After the recent FergusStock, a festival during which famed British chef Fergus Henderson cooked whole pigs for a rapt crowd of New York chefs and foodies, Mr. Friedman said the mosque’s leaders called a meeting with the hotel. “They said, ‘Can you move the bar?’” he said. “And I laughed. And the guy said, ‘Oh, you think that’s funny?’ And I said, ‘Yeah, that is funny, that is really funny, because we’re not going to move the bar just because you discovered we’re serving booze.’ Can you name one restaurant in New York that doesn’t serve booze?”
Mr. Friedman and his partner, Spotted Pig chef April Bloomfield, did agree to nix plans for a dive bar in a townhouse next door, but as for the restaurant, “I said, ‘This is the United States of America and we’ll do whatever the fuck we want.’” He said the mosque had suggested it couldn’t control the behavior of “a few bad eggs”; i.e., “we could get a brick through our window.” Mr. Friedman said he made the police aware of this threat.
A volunteer at the mosque returning a call from the Transom said that a law forbids serving liquor within 200 feet of a place of worship and that “not more than 200 feet is between the mosque and the bar.” To which Andrew Zobler, the hotel’s developer, responded: “The law is clear that in order for that to apply it has to be an exclusively dedicated house of worship, and at their space they have both residences and a restaurant, so basically, because of those uses the law allowed there to be a bar within 200 feet. Everyone was aware of that when the liquor license was granted.” He added: “Out of neighborliness and respect we’ve voluntarily acquiesced to covering the window with a curtain.”
The Breslin will serve breakfast and lunch beginning Thursday, Oct. 29, and add dinner a week or so later. U2 hosted a party there earlier in the month, and Alain Ducasse recently named its fries the best in New York. The restaurant was named for James Breslin, who originally opened the hotel as the Breslin in 1904 and hosted the longest boxing match in history in a special ring he built in its basement (he also once dated an Andrews sister). “He was the Andre Balazs of his time,” Mr. Friedman said.

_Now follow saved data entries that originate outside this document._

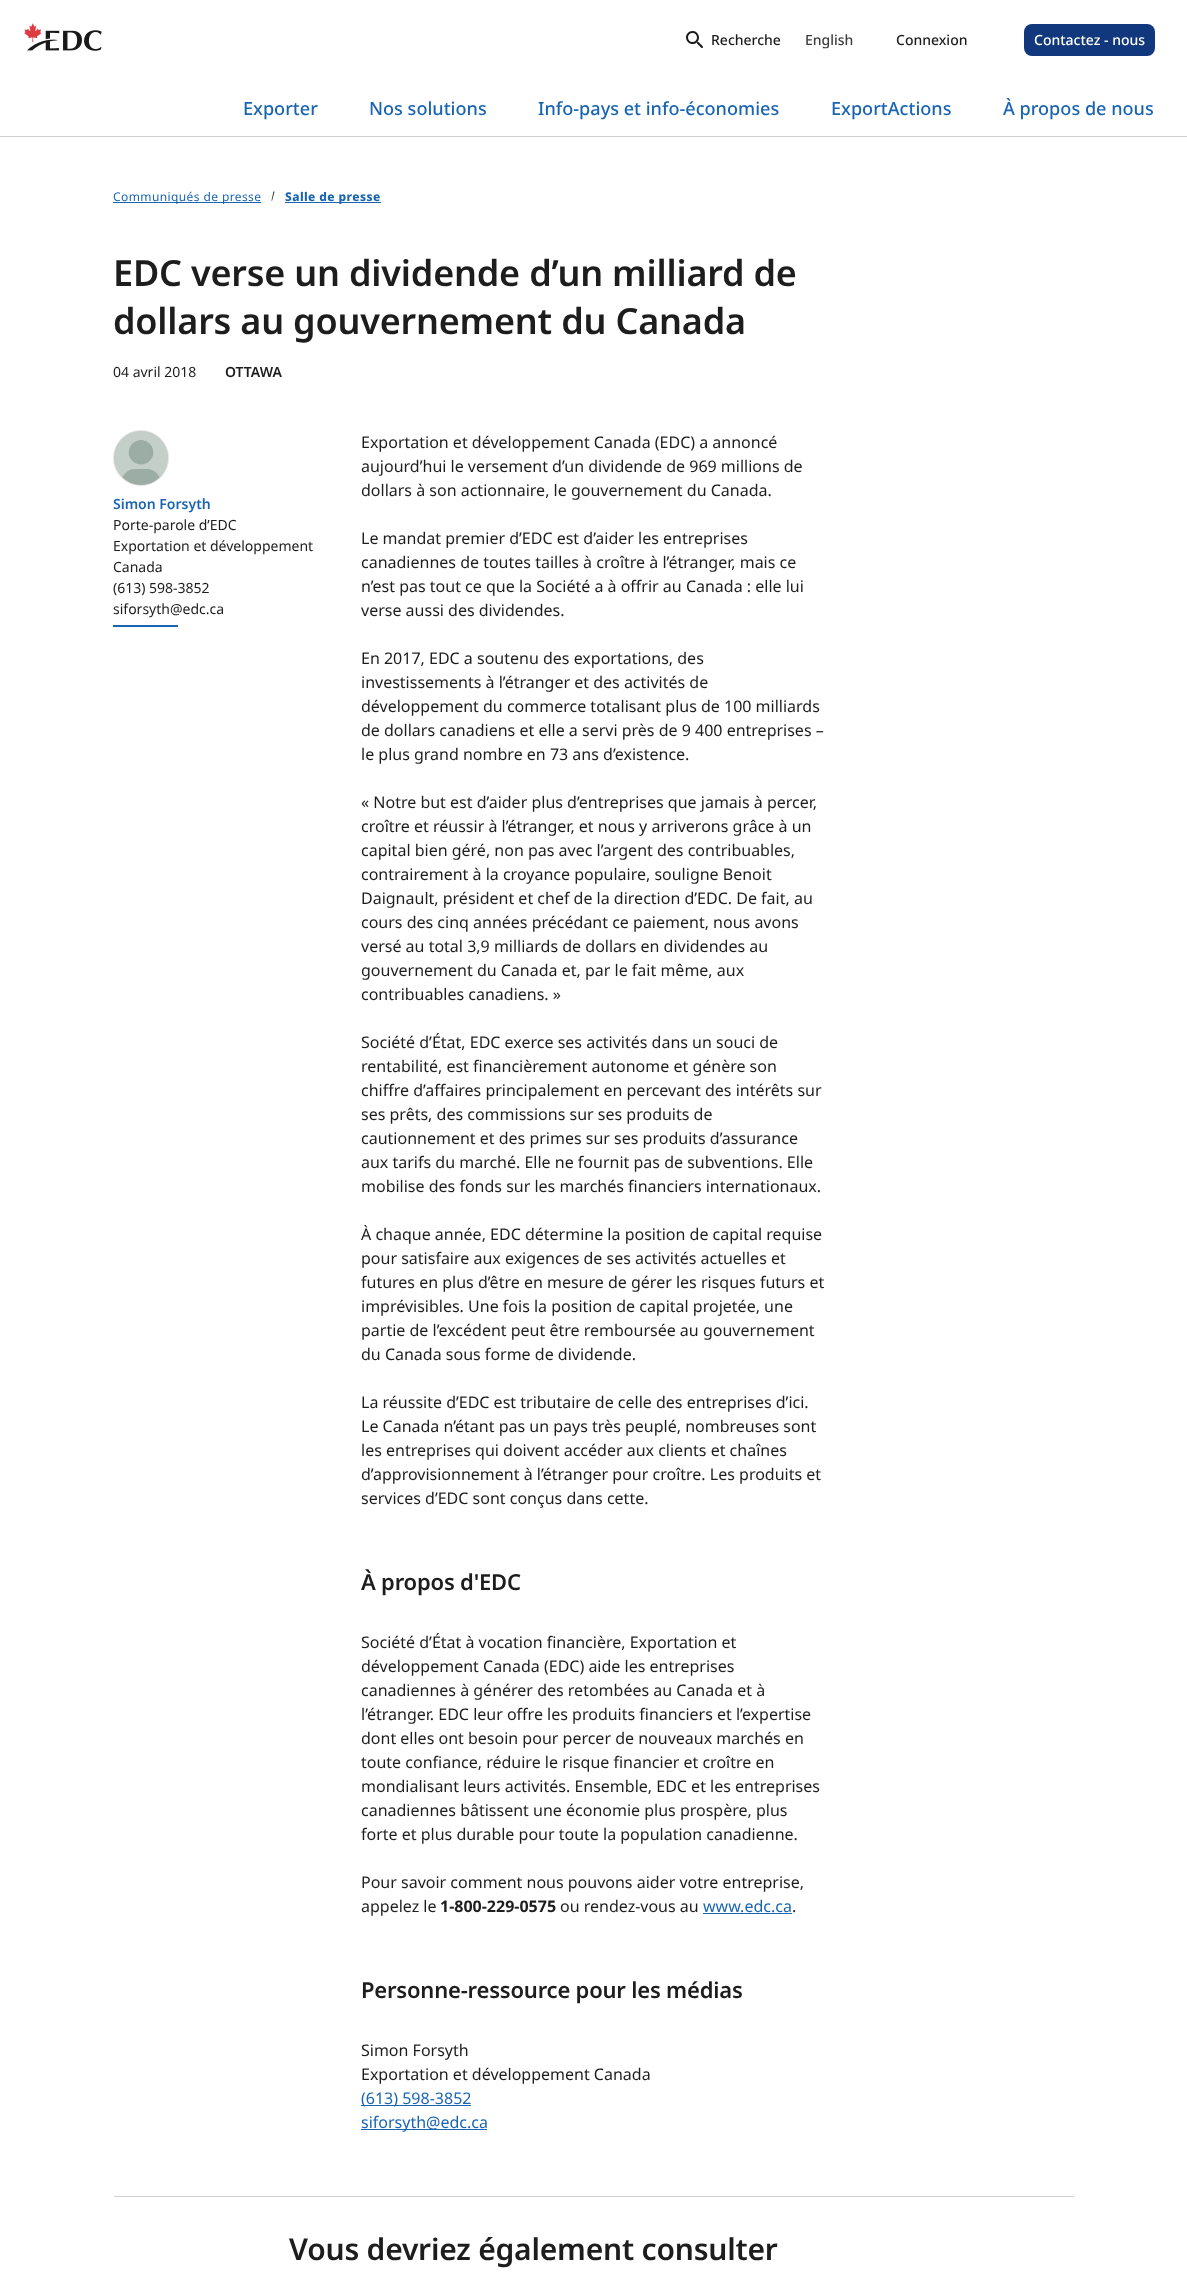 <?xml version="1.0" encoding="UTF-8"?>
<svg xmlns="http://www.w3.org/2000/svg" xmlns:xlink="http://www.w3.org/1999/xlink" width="1187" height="2283">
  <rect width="100%" height="100%" fill="#ffffff" />
  <image x="24" y="23" width="78" height="28" xlink:href="image1.png" />
  <image x="686" y="31" width="17" height="17" xlink:href="image2.png" />
  <rect x="1024" y="24" width="131" height="32" rx="8" fill="#11377c" />
  <rect y="136" width="1187" height="1" fill="#d1d1d1" />
  <rect x="113" y="202" width="148" height="1" fill="#1a65b2" />
  <path d="M 273.5 191.5 h 1 l -2.5 9.5 l -0.5 -0.5 z" fill="#1d1d1d" />
  <rect x="285" y="202" width="96" height="1" fill="#1a65b2" />
  <circle cx="141" cy="458" r="27.5" fill="#d1d1d1" stroke="#e6e6e6" />
  <image x="114" y="431" width="54" height="54" xlink:href="image3.png" />
  <rect x="113" y="625" width="65" height="2" fill="#1a65b2" />
  <rect x="703" y="1913" width="89" height="1" fill="#1a65b2" />
  <rect x="361" y="2105" width="110" height="1" fill="#1a65b2" />
  <rect x="361" y="2129" width="126" height="1" fill="#1a65b2" />
  <rect x="114" y="2196" width="960" height="1" fill="#d1d1d1" />
  <text x="711" y="45" style="font-family: Noto Sans; font-size: 14px; font-weight: 500; fill: #1d1d1d">Recherche</text>
  <text x="805" y="45" style="font-family: Noto Sans; font-size: 14px; font-weight: 500; fill: #3d3d3d">English</text>
  <text x="896" y="45" style="font-family: Noto Sans; font-size: 14px; font-weight: 500; fill: #1d1d1d">Connexion</text>
  <text x="1034" y="45" style="font-family: Noto Sans; font-size: 14px; font-weight: 500; fill: #ffffff">Contactez - nous</text>
  <text x="243" y="115" style="font-family: Noto Sans; font-size: 18.1px; font-weight: 500; fill: #1a65b2">Exporter</text>
  <text x="369" y="115" style="font-family: Noto Sans; font-size: 18.1px; font-weight: 500; fill: #1a65b2">Nos solutions</text>
  <text x="538" y="115" style="font-family: Noto Sans; font-size: 18.1px; font-weight: 500; fill: #1a65b2">Info-pays et info-économies</text>
  <text x="831" y="115" style="font-family: Noto Sans; font-size: 18.1px; font-weight: 500; fill: #1a65b2">ExportActions</text>
  <text x="1003" y="115" style="font-family: Noto Sans; font-size: 18.1px; font-weight: 500; fill: #1a65b2">À propos de nous</text>
  <text x="113" y="201" style="font-family: Noto Sans; font-size: 12px; letter-spacing: 0.4px; fill: #1a65b2">Communiqués de presse</text>
  <text x="285" y="201" style="font-family: Noto Sans; font-size: 12px; font-weight: 800; letter-spacing: 0.4px; fill: #1a65b2">Salle de presse</text>
  <text x="113" y="286" style="font-family: Noto Sans; font-size: 36px; font-weight: 600; letter-spacing: -0.2px; fill: #1d1d1d">EDC verse un dividende d’un milliard de</text>
  <text x="113" y="334" style="font-family: Noto Sans; font-size: 36px; font-weight: 600; letter-spacing: -0.2px; fill: #1d1d1d">dollars au gouvernement du Canada</text>
  <text x="113" y="377" style="font-family: Noto Sans; font-size: 14px; fill: #1d1d1d">04 avril 2018</text>
  <text x="225" y="377" style="font-family: Noto Sans; font-size: 14px; font-weight: 600; fill: #1d1d1d">OTTAWA</text>
  <text x="113" y="509" style="font-family: Noto Sans; font-size: 14px; font-weight: 600; fill: #1a65b2">Simon Forsyth</text>
  <text x="113" y="530" style="font-family: Noto Sans; font-size: 14px; fill: #1d1d1d">Porte-parole d’EDC</text>
  <text x="113" y="551" style="font-family: Noto Sans; font-size: 14px; fill: #1d1d1d">Exportation et développement</text>
  <text x="113" y="572" style="font-family: Noto Sans; font-size: 14px; fill: #1d1d1d">Canada</text>
  <text x="113" y="593" style="font-family: Noto Sans; font-size: 14px; fill: #1d1d1d">(613) 598-3852</text>
  <text x="113" y="614" style="font-family: Noto Sans; font-size: 14px; fill: #1d1d1d">siforsyth@edc.ca</text>
  <text x="361" y="448" style="font-family: Noto Sans; font-size: 16px; fill: #1d1d1d">Exportation et développement Canada (EDC) a annoncé</text>
  <text x="361" y="472" style="font-family: Noto Sans; font-size: 16px; fill: #1d1d1d">aujourd’hui le versement d’un dividende de 969 millions de</text>
  <text x="361" y="496" style="font-family: Noto Sans; font-size: 16px; fill: #1d1d1d">dollars à son actionnaire, le gouvernement du Canada.</text>
  <text x="361" y="544" style="font-family: Noto Sans; font-size: 16px; fill: #1d1d1d">Le mandat premier d’EDC est d’aider les entreprises</text>
  <text x="361" y="568" style="font-family: Noto Sans; font-size: 16px; fill: #1d1d1d">canadiennes de toutes tailles à croître à l’étranger, mais ce</text>
  <text x="361" y="592" style="font-family: Noto Sans; font-size: 16px; fill: #1d1d1d">n’est pas tout ce que la Société a à offrir au Canada : elle lui</text>
  <text x="361" y="616" style="font-family: Noto Sans; font-size: 16px; fill: #1d1d1d">verse aussi des dividendes.</text>
  <text x="361" y="664" style="font-family: Noto Sans; font-size: 16px; fill: #1d1d1d">En 2017, EDC a soutenu des exportations, des</text>
  <text x="361" y="688" style="font-family: Noto Sans; font-size: 16px; fill: #1d1d1d">investissements à l’étranger et des activités de</text>
  <text x="361" y="712" style="font-family: Noto Sans; font-size: 16px; fill: #1d1d1d">développement du commerce totalisant plus de 100 milliards</text>
  <text x="361" y="736" style="font-family: Noto Sans; font-size: 16px; fill: #1d1d1d">de dollars canadiens et elle a servi près de 9 400 entreprises –</text>
  <text x="361" y="760" style="font-family: Noto Sans; font-size: 16px; fill: #1d1d1d">le plus grand nombre en 73 ans d’existence.</text>
  <text x="361" y="808" style="font-family: Noto Sans; font-size: 16px; fill: #1d1d1d">« Notre but est d’aider plus d’entreprises que jamais à percer,</text>
  <text x="361" y="832" style="font-family: Noto Sans; font-size: 16px; fill: #1d1d1d">croître et réussir à l’étranger, et nous y arriverons grâce à un</text>
  <text x="361" y="856" style="font-family: Noto Sans; font-size: 16px; fill: #1d1d1d">capital bien géré, non pas avec l’argent des contribuables,</text>
  <text x="361" y="880" style="font-family: Noto Sans; font-size: 16px; fill: #1d1d1d">contrairement à la croyance populaire, souligne Benoit</text>
  <text x="361" y="904" style="font-family: Noto Sans; font-size: 16px; fill: #1d1d1d">Daignault, président et chef de la direction d’EDC. De fait, au</text>
  <text x="361" y="928" style="font-family: Noto Sans; font-size: 16px; fill: #1d1d1d">cours des cinq années précédant ce paiement, nous avons</text>
  <text x="361" y="952" style="font-family: Noto Sans; font-size: 16px; fill: #1d1d1d">versé au total 3,9 milliards de dollars en dividendes au</text>
  <text x="361" y="976" style="font-family: Noto Sans; font-size: 16px; fill: #1d1d1d">gouvernement du Canada et, par le fait même, aux</text>
  <text x="361" y="1000" style="font-family: Noto Sans; font-size: 16px; fill: #1d1d1d">contribuables canadiens. »</text>
  <text x="361" y="1048" style="font-family: Noto Sans; font-size: 16px; fill: #1d1d1d">Société d’État, EDC exerce ses activités dans un souci de</text>
  <text x="361" y="1072" style="font-family: Noto Sans; font-size: 16px; fill: #1d1d1d">rentabilité, est financièrement autonome et génère son</text>
  <text x="361" y="1096" style="font-family: Noto Sans; font-size: 16px; fill: #1d1d1d">chiffre d’affaires principalement en percevant des intérêts sur</text>
  <text x="361" y="1120" style="font-family: Noto Sans; font-size: 16px; fill: #1d1d1d">ses prêts, des commissions sur ses produits de</text>
  <text x="361" y="1144" style="font-family: Noto Sans; font-size: 16px; fill: #1d1d1d">cautionnement et des primes sur ses produits d’assurance</text>
  <text x="361" y="1168" style="font-family: Noto Sans; font-size: 16px; fill: #1d1d1d">aux tarifs du marché. Elle ne fournit pas de subventions. Elle</text>
  <text x="361" y="1192" style="font-family: Noto Sans; font-size: 16px; fill: #1d1d1d">mobilise des fonds sur les marchés financiers internationaux.</text>
  <text x="361" y="1240" style="font-family: Noto Sans; font-size: 16px; fill: #1d1d1d">À chaque année, EDC détermine la position de capital requise</text>
  <text x="361" y="1264" style="font-family: Noto Sans; font-size: 16px; fill: #1d1d1d">pour satisfaire aux exigences de ses activités actuelles et</text>
  <text x="361" y="1288" style="font-family: Noto Sans; font-size: 16px; fill: #1d1d1d">futures en plus d’être en mesure de gérer les risques futurs et</text>
  <text x="361" y="1312" style="font-family: Noto Sans; font-size: 16px; fill: #1d1d1d">imprévisibles. Une fois la position de capital projetée, une</text>
  <text x="361" y="1336" style="font-family: Noto Sans; font-size: 16px; fill: #1d1d1d">partie de l’excédent peut être remboursée au gouvernement</text>
  <text x="361" y="1360" style="font-family: Noto Sans; font-size: 16px; fill: #1d1d1d">du Canada sous forme de dividende.</text>
  <text x="361" y="1408" style="font-family: Noto Sans; font-size: 16px; fill: #1d1d1d">La réussite d’EDC est tributaire de celle des entreprises d’ici.</text>
  <text x="361" y="1432" style="font-family: Noto Sans; font-size: 16px; fill: #1d1d1d">Le Canada n’étant pas un pays très peuplé, nombreuses sont</text>
  <text x="361" y="1456" style="font-family: Noto Sans; font-size: 16px; fill: #1d1d1d">les entreprises qui doivent accéder aux clients et chaînes</text>
  <text x="361" y="1480" style="font-family: Noto Sans; font-size: 16px; fill: #1d1d1d">d’approvisionnement à l’étranger pour croître. Les produits et</text>
  <text x="361" y="1504" style="font-family: Noto Sans; font-size: 16px; fill: #1d1d1d">services d’EDC sont conçus dans cette.</text>
  <text x="361" y="1590" style="font-family: Noto Sans; font-size: 22px; font-weight: 600; letter-spacing: -0.2px; fill: #1d1d1d">À propos d'EDC</text>
  <text x="361" y="1648" style="font-family: Noto Sans; font-size: 16px; fill: #1d1d1d">Société d’État à vocation financière, Exportation et</text>
  <text x="361" y="1672" style="font-family: Noto Sans; font-size: 16px; fill: #1d1d1d">développement Canada (EDC) aide les entreprises</text>
  <text x="361" y="1696" style="font-family: Noto Sans; font-size: 16px; fill: #1d1d1d">canadiennes à générer des retombées au Canada et à</text>
  <text x="361" y="1720" style="font-family: Noto Sans; font-size: 16px; fill: #1d1d1d">l’étranger. EDC leur offre les produits financiers et l’expertise</text>
  <text x="361" y="1744" style="font-family: Noto Sans; font-size: 16px; fill: #1d1d1d">dont elles ont besoin pour percer de nouveaux marchés en</text>
  <text x="361" y="1768" style="font-family: Noto Sans; font-size: 16px; fill: #1d1d1d">toute confiance, réduire le risque financier et croître en</text>
  <text x="361" y="1792" style="font-family: Noto Sans; font-size: 16px; fill: #1d1d1d">mondialisant leurs activités. Ensemble, EDC et les entreprises</text>
  <text x="361" y="1816" style="font-family: Noto Sans; font-size: 16px; fill: #1d1d1d">canadiennes bâtissent une économie plus prospère, plus</text>
  <text x="361" y="1840" style="font-family: Noto Sans; font-size: 16px; fill: #1d1d1d">forte et plus durable pour toute la population canadienne.</text>
  <text x="361" y="1888" style="font-family: Noto Sans; font-size: 16px; fill: #1d1d1d">Pour savoir comment nous pouvons aider votre entreprise,</text>
  <text x="361" y="1912" style="font-family: Noto Sans; font-size: 16px; fill: #1d1d1d">appelez le</text>
  <text x="440" y="1912" style="font-family: Noto Sans; font-size: 16px; font-weight: bold; fill: #1d1d1d">1-800-229-0575</text>
  <text x="560" y="1912" style="font-family: Noto Sans; font-size: 16px; fill: #1d1d1d">ou rendez-vous au</text>
  <text x="703" y="1912" style="font-family: Noto Sans; font-size: 16px; fill: #1a65b2">www.edc.ca</text>
  <text x="792" y="1912" style="font-family: Noto Sans; font-size: 16px; fill: #1d1d1d">.</text>
  <text x="361" y="1998" style="font-family: Noto Sans; font-size: 22px; font-weight: 600; letter-spacing: -0.2px; fill: #1d1d1d">Personne-ressource pour les médias</text>
  <text x="361" y="2056" style="font-family: Noto Sans; font-size: 16px; fill: #1d1d1d">Simon Forsyth</text>
  <text x="361" y="2080" style="font-family: Noto Sans; font-size: 16px; fill: #1d1d1d">Exportation et développement Canada</text>
  <text x="361" y="2104" style="font-family: Noto Sans; font-size: 16px; fill: #1a65b2">(613) 598-3852</text>
  <text x="361" y="2128" style="font-family: Noto Sans; font-size: 16px; fill: #1a65b2">siforsyth@edc.ca</text>
  <text x="289" y="2260" style="font-family: Noto Sans; font-size: 30px; font-weight: 600; letter-spacing: -0.2px; fill: #1d1d1d">Vous devriez également consulter</text>
</svg>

He added that he and Ms. Bloomfield are optimistic about the restaurant’s prospects, despite the recent shuttering of another venture, the pricier John Dory on 10th Avenue. He said they plan to reopen the John Dory in a space four times as large (he would not reveal the location), and make it more casual, “like the Spotted Pig with fish.” They further hope to do some “weird things” like a bakery, a bar and perhaps “a country inn.” (This in addition to the Rusty Knot, which Mr. Friedman owns with Taavo Somer, and Locanda Verde, a restaurant he opened in the former Ago space with Robert De Niro, Ira Drukier and Richard Born of the Greenwich Hotel)
When the Transom visited, the “doily curtain” covering had not yet arrived, and paper has been taped to the windows to shield the mosque’s worshipers from the sight of a gay wedding over the weekend. “They can threaten, but they can’t really stop us,” Mr. Friedman said.